**Data supplied**
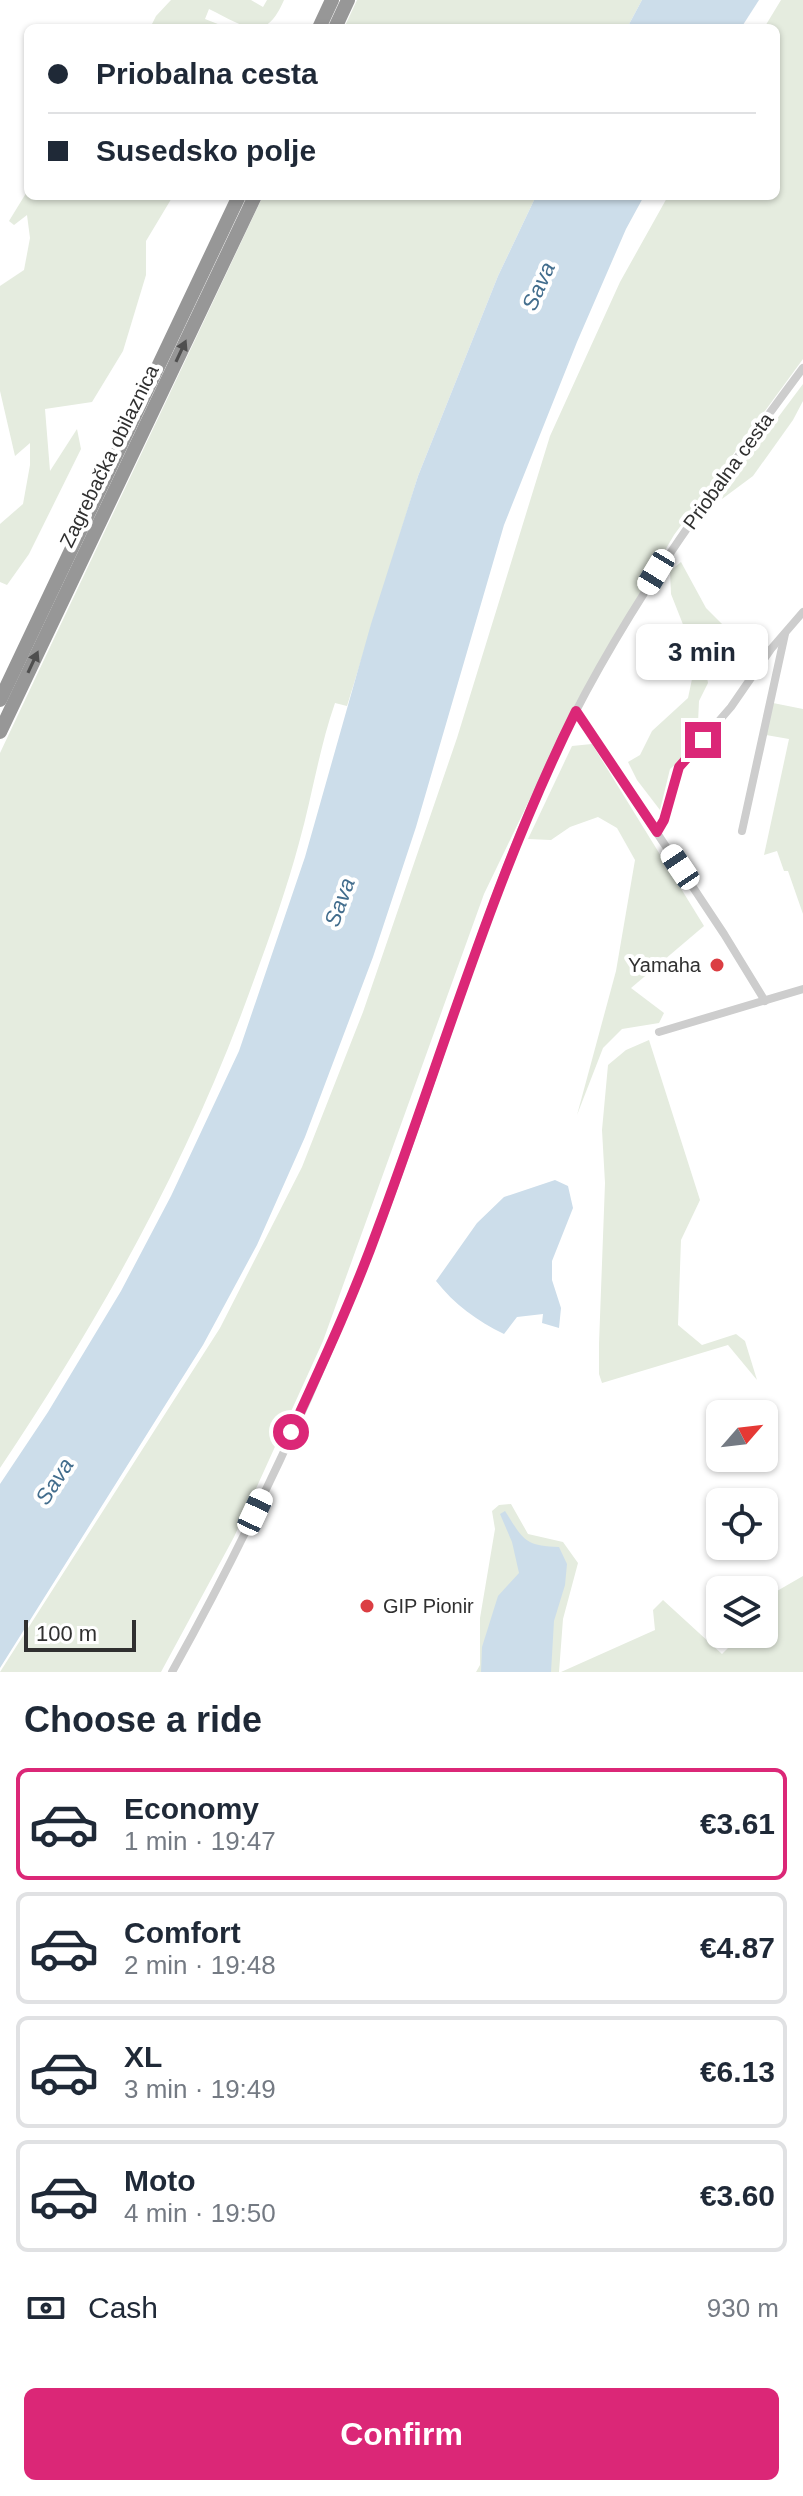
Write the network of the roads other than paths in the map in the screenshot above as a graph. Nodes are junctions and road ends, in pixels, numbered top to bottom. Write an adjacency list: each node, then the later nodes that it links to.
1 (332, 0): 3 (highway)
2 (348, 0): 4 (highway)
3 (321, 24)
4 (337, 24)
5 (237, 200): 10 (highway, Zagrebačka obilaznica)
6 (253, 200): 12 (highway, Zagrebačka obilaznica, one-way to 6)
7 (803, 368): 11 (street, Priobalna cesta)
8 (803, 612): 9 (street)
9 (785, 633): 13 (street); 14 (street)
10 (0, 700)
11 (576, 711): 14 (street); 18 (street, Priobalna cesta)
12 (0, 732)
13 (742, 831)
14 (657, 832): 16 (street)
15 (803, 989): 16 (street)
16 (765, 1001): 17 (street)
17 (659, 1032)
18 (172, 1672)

--

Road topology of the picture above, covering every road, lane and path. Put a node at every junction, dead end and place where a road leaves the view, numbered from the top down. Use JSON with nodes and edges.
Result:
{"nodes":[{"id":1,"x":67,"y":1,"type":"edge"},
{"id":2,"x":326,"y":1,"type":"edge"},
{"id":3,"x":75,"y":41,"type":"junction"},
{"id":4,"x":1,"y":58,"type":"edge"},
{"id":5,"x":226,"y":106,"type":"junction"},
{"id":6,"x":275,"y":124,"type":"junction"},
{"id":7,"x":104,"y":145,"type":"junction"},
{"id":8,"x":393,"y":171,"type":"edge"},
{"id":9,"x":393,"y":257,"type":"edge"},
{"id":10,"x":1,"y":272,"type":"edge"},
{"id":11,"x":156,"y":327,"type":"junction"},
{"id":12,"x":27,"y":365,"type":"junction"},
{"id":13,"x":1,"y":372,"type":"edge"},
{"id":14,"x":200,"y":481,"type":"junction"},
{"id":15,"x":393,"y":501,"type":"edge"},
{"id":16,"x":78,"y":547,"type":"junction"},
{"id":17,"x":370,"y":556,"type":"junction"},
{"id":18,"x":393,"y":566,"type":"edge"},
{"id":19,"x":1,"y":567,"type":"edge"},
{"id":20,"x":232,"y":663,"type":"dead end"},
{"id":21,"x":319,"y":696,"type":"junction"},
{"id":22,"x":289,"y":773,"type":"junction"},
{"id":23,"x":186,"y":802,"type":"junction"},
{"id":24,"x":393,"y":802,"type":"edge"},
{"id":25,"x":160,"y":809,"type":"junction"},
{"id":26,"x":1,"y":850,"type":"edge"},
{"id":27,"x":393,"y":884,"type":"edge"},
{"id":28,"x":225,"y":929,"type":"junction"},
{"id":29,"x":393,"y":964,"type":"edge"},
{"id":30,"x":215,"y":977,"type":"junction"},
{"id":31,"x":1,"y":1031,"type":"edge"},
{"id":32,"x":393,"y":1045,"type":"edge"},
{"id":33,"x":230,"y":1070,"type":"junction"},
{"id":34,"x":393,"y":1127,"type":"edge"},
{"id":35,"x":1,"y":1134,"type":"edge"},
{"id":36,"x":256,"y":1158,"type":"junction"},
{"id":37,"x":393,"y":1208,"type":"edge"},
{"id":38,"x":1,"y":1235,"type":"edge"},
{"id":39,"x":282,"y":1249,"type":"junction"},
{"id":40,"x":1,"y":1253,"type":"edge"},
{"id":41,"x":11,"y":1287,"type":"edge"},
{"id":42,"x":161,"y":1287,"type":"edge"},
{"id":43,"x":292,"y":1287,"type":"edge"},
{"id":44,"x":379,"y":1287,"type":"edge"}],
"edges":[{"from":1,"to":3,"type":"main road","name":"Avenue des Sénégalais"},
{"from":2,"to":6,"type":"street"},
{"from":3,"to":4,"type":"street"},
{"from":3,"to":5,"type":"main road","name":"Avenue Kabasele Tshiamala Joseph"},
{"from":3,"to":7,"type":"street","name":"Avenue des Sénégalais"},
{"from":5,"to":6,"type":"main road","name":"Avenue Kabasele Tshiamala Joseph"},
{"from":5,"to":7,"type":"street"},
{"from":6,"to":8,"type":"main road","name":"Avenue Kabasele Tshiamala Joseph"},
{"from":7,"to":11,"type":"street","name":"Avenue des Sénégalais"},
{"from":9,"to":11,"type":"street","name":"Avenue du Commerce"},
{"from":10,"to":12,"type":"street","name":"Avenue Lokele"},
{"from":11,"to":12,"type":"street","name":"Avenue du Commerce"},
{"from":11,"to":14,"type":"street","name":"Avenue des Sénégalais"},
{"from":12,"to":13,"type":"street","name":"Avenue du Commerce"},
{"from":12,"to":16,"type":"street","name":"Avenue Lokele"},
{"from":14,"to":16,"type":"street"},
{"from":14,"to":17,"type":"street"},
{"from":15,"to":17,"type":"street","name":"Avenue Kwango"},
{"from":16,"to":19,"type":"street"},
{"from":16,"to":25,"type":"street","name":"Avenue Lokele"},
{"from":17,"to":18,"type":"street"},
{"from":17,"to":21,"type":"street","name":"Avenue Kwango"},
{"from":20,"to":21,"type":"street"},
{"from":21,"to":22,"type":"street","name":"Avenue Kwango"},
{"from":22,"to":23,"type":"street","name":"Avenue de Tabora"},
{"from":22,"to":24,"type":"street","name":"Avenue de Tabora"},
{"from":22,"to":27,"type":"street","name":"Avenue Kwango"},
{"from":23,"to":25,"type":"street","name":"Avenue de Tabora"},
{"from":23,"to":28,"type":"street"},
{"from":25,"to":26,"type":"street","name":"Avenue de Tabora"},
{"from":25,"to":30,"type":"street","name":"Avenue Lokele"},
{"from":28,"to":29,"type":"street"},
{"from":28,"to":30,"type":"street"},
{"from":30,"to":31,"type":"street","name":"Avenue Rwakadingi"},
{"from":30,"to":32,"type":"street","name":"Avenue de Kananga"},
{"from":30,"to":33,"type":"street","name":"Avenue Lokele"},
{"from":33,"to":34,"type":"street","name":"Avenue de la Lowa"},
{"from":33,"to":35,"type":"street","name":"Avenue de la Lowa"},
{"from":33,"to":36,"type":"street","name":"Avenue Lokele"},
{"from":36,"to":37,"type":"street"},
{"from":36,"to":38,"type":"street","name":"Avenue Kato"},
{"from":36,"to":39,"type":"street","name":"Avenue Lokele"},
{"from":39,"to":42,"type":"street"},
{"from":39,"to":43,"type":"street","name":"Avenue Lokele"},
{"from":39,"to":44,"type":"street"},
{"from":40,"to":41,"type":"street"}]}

* * *

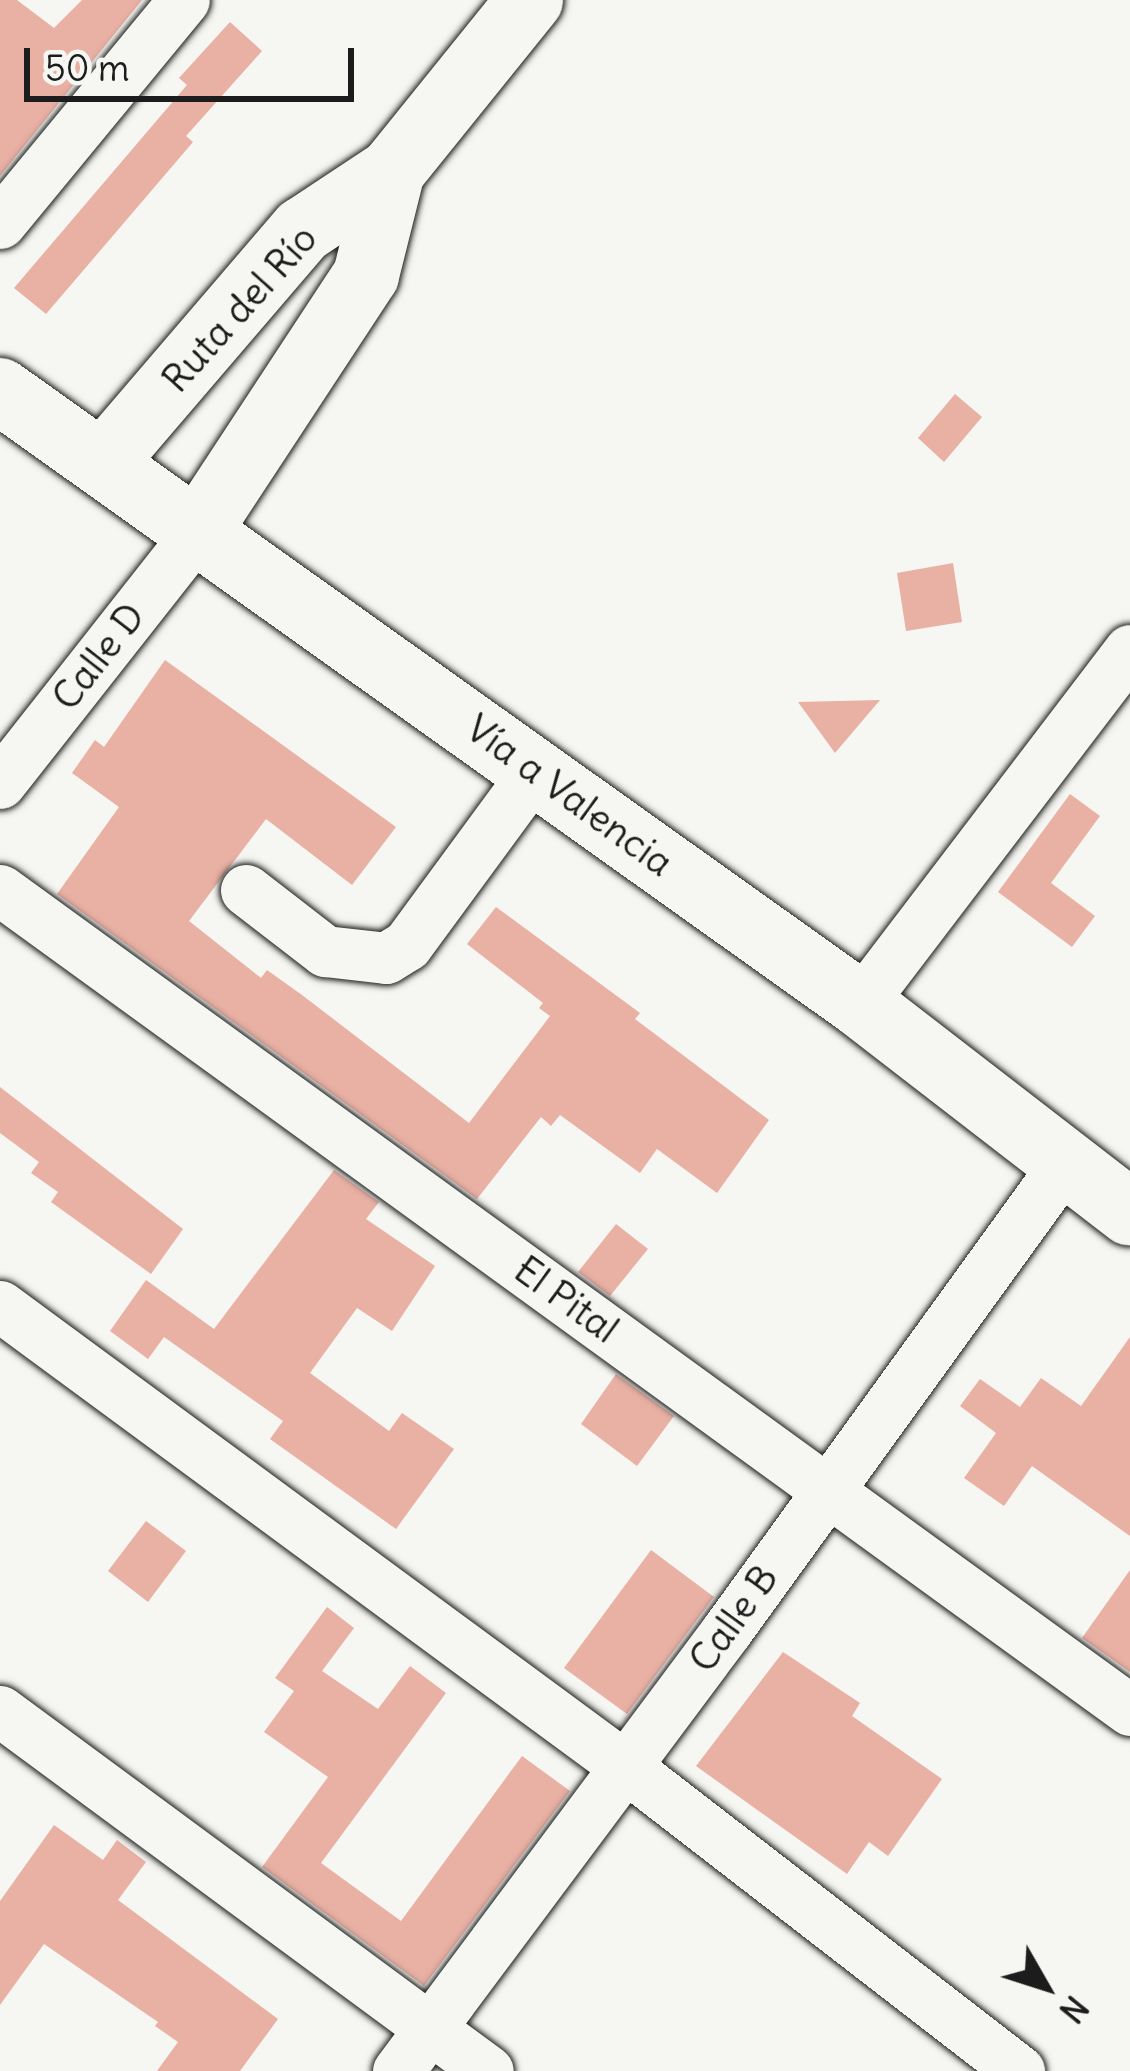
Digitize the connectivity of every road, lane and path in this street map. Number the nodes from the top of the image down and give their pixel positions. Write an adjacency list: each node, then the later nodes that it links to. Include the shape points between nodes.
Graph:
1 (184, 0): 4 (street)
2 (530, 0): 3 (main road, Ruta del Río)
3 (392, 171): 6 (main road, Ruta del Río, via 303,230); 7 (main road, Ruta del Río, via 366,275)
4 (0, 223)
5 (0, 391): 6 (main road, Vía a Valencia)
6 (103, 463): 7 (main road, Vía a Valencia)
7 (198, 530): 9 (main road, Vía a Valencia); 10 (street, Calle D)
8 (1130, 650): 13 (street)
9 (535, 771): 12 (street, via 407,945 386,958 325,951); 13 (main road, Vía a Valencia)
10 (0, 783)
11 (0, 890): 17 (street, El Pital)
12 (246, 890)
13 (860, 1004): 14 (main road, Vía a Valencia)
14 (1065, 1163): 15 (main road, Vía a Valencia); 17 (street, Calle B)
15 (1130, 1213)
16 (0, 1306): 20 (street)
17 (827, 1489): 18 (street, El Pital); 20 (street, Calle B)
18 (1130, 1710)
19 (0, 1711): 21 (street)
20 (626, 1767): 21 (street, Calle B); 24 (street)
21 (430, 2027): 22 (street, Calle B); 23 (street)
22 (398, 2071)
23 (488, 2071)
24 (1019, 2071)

**What the exercise asks**
Reproduce each line of the records in which the string "down" appears.

**The completed task**
Road topology of the picture above, covering every road, lane and path. Put a node at every junction, dead end and place where a road leaves the view, numbered from the top down. Use JSON with nodes and edges.
Digitize the connectivity of every road, lane and path in this street map. Number the nodes from the top of the image down and give their pixel positions. Write an adjacency list: each node, then the later nodes that it links to. Include the shape points between nodes.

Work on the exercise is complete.